= The task =
Print out the data below in full, exactly as written.

___ Dataset entries ___

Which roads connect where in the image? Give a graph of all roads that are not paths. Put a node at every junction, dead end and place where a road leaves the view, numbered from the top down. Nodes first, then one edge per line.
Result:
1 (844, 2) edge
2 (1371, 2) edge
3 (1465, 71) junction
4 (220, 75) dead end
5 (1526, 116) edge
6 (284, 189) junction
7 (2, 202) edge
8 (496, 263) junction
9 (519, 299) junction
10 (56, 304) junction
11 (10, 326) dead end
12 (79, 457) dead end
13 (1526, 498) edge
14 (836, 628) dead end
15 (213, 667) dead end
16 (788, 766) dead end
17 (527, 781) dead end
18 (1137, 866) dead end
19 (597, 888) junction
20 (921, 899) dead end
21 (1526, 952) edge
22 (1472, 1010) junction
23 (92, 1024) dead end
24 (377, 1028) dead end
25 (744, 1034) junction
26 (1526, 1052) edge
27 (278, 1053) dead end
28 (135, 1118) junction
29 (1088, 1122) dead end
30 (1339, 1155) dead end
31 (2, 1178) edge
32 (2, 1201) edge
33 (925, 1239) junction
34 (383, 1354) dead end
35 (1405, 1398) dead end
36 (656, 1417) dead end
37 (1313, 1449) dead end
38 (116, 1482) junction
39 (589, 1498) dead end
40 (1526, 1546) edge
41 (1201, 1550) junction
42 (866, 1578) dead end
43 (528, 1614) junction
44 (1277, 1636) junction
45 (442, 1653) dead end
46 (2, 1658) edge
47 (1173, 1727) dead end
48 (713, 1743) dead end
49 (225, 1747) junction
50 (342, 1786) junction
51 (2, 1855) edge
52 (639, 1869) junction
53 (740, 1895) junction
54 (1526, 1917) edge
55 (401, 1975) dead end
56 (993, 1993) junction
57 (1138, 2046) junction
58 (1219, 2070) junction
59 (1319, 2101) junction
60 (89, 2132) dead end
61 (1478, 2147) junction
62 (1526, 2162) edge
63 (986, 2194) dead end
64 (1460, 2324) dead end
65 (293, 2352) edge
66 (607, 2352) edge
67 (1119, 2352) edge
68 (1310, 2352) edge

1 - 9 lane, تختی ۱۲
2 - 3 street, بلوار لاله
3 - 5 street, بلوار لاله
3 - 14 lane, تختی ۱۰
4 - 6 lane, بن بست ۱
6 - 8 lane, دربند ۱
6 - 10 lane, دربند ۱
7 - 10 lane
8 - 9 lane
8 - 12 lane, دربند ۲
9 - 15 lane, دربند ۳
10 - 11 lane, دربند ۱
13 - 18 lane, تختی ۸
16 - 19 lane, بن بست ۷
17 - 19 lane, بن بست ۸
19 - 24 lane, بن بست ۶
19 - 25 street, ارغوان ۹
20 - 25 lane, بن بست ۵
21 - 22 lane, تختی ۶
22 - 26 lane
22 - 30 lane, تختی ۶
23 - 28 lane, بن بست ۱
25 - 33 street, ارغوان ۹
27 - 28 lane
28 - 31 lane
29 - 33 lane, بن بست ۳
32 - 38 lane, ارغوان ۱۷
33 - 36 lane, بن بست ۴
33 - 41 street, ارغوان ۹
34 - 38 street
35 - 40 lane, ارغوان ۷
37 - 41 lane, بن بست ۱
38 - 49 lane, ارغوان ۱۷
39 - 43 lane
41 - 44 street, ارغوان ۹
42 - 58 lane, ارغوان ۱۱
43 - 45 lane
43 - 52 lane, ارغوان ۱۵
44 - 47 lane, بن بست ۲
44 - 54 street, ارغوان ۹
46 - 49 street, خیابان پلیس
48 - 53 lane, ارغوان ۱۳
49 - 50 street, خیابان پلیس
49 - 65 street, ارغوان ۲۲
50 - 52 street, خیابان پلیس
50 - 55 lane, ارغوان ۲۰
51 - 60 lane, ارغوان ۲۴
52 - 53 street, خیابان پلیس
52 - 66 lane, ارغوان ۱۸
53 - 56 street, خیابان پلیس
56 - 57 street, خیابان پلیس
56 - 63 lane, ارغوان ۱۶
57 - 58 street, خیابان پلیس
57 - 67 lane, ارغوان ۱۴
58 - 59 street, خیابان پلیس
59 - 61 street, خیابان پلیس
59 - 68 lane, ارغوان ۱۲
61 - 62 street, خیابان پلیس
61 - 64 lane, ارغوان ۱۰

___

= Your response =
Which roads connect where in the image? Give a graph of all roads that are not paths. Put a node at every junction, dead end and place where a road leaves the view, numbered from the top down. Nodes first, then one edge per line.
Result:
1 (844, 2) edge
2 (1371, 2) edge
3 (1465, 71) junction
4 (220, 75) dead end
5 (1526, 116) edge
6 (284, 189) junction
7 (2, 202) edge
8 (496, 263) junction
9 (519, 299) junction
10 (56, 304) junction
11 (10, 326) dead end
12 (79, 457) dead end
13 (1526, 498) edge
14 (836, 628) dead end
15 (213, 667) dead end
16 (788, 766) dead end
17 (527, 781) dead end
18 (1137, 866) dead end
19 (597, 888) junction
20 (921, 899) dead end
21 (1526, 952) edge
22 (1472, 1010) junction
23 (92, 1024) dead end
24 (377, 1028) dead end
25 (744, 1034) junction
26 (1526, 1052) edge
27 (278, 1053) dead end
28 (135, 1118) junction
29 (1088, 1122) dead end
30 (1339, 1155) dead end
31 (2, 1178) edge
32 (2, 1201) edge
33 (925, 1239) junction
34 (383, 1354) dead end
35 (1405, 1398) dead end
36 (656, 1417) dead end
37 (1313, 1449) dead end
38 (116, 1482) junction
39 (589, 1498) dead end
40 (1526, 1546) edge
41 (1201, 1550) junction
42 (866, 1578) dead end
43 (528, 1614) junction
44 (1277, 1636) junction
45 (442, 1653) dead end
46 (2, 1658) edge
47 (1173, 1727) dead end
48 (713, 1743) dead end
49 (225, 1747) junction
50 (342, 1786) junction
51 (2, 1855) edge
52 (639, 1869) junction
53 (740, 1895) junction
54 (1526, 1917) edge
55 (401, 1975) dead end
56 (993, 1993) junction
57 (1138, 2046) junction
58 (1219, 2070) junction
59 (1319, 2101) junction
60 (89, 2132) dead end
61 (1478, 2147) junction
62 (1526, 2162) edge
63 (986, 2194) dead end
64 (1460, 2324) dead end
65 (293, 2352) edge
66 (607, 2352) edge
67 (1119, 2352) edge
68 (1310, 2352) edge

1 - 9 lane, تختی ۱۲
2 - 3 street, بلوار لاله
3 - 5 street, بلوار لاله
3 - 14 lane, تختی ۱۰
4 - 6 lane, بن بست ۱
6 - 8 lane, دربند ۱
6 - 10 lane, دربند ۱
7 - 10 lane
8 - 9 lane
8 - 12 lane, دربند ۲
9 - 15 lane, دربند ۳
10 - 11 lane, دربند ۱
13 - 18 lane, تختی ۸
16 - 19 lane, بن بست ۷
17 - 19 lane, بن بست ۸
19 - 24 lane, بن بست ۶
19 - 25 street, ارغوان ۹
20 - 25 lane, بن بست ۵
21 - 22 lane, تختی ۶
22 - 26 lane
22 - 30 lane, تختی ۶
23 - 28 lane, بن بست ۱
25 - 33 street, ارغوان ۹
27 - 28 lane
28 - 31 lane
29 - 33 lane, بن بست ۳
32 - 38 lane, ارغوان ۱۷
33 - 36 lane, بن بست ۴
33 - 41 street, ارغوان ۹
34 - 38 street
35 - 40 lane, ارغوان ۷
37 - 41 lane, بن بست ۱
38 - 49 lane, ارغوان ۱۷
39 - 43 lane
41 - 44 street, ارغوان ۹
42 - 58 lane, ارغوان ۱۱
43 - 45 lane
43 - 52 lane, ارغوان ۱۵
44 - 47 lane, بن بست ۲
44 - 54 street, ارغوان ۹
46 - 49 street, خیابان پلیس
48 - 53 lane, ارغوان ۱۳
49 - 50 street, خیابان پلیس
49 - 65 street, ارغوان ۲۲
50 - 52 street, خیابان پلیس
50 - 55 lane, ارغوان ۲۰
51 - 60 lane, ارغوان ۲۴
52 - 53 street, خیابان پلیس
52 - 66 lane, ارغوان ۱۸
53 - 56 street, خیابان پلیس
56 - 57 street, خیابان پلیس
56 - 63 lane, ارغوان ۱۶
57 - 58 street, خیابان پلیس
57 - 67 lane, ارغوان ۱۴
58 - 59 street, خیابان پلیس
59 - 61 street, خیابان پلیس
59 - 68 lane, ارغوان ۱۲
61 - 62 street, خیابان پلیس
61 - 64 lane, ارغوان ۱۰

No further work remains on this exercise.